Garratt et al. [14] reported supraventricular proarrhythmic effects in three patients: a rapid pre-excited atrial fibrillation, terminated by intravenous flecainide, a pronounced acceleration of AV re-entrant tachycardia, and a rapid pre-excited atrial tachycardia that required atrial pacing for termination. None of these arrhythmias had occurred previously, and all resulted in severe haemodynamic compromise. Jaeggi et al. [15] observed three instances of adenosine-induced atrial proarrhythmia (two atrial fibrillation and one atrial flutter) in children with manifest or concealed Wolff-Parkinson-White syndrome. Dougherty et al. [16] reported an orthodromic atrioventricular re-entry tachycardia, during intravenous adenosine administration, in patient with intermittent pre-excitation and only retrograde accessory pathway conduction documented at the time of invasive electrophysiological study. Probably a critical prolongation of anterograde AV nodal conduction was thought to have allowed retrograde activation of the atrium via an accessory pathway and thus the emergence of the reciprocating tachycardia [17].
Rapid ventricular rate after adenosine has been reported also in the absence of an accessory pathway. Orebaugh and Handy [18] described two patients with a narrow QRS complex tachycardia in whom adenosine (6 mg followed by 12 mg) caused an increase in heart rate. In both these patients, there was no evidence for preexcitation.
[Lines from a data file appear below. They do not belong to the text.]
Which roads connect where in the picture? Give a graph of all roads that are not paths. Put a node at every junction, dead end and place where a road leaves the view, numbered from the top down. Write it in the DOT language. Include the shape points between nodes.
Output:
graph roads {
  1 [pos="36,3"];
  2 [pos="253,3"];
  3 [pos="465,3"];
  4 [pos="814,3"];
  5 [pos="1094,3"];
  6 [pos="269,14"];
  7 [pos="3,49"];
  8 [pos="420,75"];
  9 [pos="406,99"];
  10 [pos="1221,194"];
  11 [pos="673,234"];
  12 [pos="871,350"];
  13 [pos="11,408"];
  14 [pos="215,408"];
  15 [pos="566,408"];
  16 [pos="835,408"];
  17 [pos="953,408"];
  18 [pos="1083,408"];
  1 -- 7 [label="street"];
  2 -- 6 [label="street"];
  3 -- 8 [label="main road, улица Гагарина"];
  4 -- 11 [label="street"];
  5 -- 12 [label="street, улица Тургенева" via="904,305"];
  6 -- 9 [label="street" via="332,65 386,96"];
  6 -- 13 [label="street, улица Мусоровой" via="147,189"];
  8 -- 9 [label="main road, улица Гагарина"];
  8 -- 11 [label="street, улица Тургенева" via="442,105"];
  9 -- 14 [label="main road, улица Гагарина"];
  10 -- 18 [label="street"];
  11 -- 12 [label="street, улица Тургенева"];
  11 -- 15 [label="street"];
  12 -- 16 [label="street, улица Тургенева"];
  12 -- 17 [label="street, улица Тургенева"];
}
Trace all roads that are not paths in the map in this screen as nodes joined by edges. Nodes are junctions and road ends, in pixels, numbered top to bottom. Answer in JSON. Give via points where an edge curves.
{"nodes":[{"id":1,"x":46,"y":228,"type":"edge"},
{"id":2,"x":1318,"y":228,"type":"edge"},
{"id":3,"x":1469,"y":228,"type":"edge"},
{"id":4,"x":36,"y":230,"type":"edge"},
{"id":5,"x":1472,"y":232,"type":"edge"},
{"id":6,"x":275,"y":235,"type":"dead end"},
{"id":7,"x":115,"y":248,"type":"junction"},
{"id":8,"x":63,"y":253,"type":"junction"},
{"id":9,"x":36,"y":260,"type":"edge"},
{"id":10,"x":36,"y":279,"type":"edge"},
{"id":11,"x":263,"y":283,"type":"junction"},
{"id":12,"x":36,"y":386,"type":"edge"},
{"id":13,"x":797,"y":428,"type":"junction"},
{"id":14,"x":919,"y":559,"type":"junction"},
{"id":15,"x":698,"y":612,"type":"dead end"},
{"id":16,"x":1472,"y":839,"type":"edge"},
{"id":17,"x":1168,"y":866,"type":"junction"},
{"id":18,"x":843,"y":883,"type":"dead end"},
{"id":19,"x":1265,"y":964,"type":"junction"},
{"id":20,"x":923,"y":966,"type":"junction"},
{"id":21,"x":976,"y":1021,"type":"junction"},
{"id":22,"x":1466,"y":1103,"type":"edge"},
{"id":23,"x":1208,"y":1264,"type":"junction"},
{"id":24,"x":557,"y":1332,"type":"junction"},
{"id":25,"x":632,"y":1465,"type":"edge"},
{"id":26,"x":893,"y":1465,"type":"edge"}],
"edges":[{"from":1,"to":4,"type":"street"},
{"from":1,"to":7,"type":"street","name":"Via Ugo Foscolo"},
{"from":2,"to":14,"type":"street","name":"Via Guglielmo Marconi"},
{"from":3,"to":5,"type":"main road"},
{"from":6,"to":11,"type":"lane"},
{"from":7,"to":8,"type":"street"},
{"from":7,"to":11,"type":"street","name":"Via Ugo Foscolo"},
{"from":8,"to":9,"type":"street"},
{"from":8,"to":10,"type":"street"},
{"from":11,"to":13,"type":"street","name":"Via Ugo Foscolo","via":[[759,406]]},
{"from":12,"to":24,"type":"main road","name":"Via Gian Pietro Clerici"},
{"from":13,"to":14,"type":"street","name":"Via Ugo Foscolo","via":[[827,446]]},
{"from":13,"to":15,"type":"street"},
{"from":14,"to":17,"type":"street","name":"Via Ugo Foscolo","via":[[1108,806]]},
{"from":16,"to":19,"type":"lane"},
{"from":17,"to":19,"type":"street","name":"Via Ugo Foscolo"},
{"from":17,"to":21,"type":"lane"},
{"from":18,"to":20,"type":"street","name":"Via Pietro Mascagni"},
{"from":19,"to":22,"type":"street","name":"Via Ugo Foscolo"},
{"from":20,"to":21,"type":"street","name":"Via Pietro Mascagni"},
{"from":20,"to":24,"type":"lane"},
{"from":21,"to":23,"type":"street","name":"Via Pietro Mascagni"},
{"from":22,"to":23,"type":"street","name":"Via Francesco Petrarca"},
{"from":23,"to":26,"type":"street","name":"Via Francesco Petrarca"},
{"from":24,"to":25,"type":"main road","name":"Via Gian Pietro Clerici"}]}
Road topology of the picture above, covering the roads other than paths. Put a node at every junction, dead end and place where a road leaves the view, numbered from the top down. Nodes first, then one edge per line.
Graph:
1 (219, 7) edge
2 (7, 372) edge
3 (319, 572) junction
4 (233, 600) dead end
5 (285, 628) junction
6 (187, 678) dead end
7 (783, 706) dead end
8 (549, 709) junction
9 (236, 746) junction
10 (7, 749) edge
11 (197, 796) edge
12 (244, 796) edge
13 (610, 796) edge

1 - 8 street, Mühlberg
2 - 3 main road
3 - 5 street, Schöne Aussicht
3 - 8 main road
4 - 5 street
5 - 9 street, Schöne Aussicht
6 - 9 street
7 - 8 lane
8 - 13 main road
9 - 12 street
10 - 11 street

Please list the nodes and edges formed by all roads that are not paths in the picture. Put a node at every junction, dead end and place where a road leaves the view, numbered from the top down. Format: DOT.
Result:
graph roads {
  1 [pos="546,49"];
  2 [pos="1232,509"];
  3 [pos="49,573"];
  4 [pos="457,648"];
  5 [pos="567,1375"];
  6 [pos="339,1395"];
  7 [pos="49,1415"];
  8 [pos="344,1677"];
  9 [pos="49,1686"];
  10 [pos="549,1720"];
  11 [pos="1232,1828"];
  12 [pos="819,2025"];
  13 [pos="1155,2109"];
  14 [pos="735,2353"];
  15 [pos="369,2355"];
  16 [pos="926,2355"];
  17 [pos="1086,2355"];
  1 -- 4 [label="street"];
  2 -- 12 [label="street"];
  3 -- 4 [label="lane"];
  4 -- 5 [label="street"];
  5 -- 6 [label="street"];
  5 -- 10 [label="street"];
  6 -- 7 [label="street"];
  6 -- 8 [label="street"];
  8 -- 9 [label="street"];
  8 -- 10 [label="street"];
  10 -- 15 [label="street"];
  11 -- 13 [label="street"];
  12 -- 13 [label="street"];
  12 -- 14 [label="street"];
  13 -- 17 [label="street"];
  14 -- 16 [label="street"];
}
Previous case series [19,20] showed two episodes of 'mild sinus tachycardia' following the brief period of bradycardia related to the adenosine infusion. This effect was probably determined by an increase in sympathetic discharge in response to the bradycardia and to the transient atrioventricular nodal block induced by adenosine infusion.
Our case, instead, is the first report of sinus tachycardia induced by intravenous adenosine infusion without previous bradycardia, supporting the hypothesis of Biaggioni et al. [21] that the adenosine may be responsible of a direct increase in circulating catecholamine levels and sympathetic nerve traffic by sympathetic stimulation in the carotid body chemoreceptors. The transesophageal electrophysiological evaluation was performed under continuous ECG monitoring and was not recorded any bradycardia during the entire test. We are aware that the relation between adenosine infusion and sinus tachycardia is anecdotal, but we believe that all possible and unexpected proarrhytmic effects should be considered when we use in clinical practice antiarrhytmic drugs.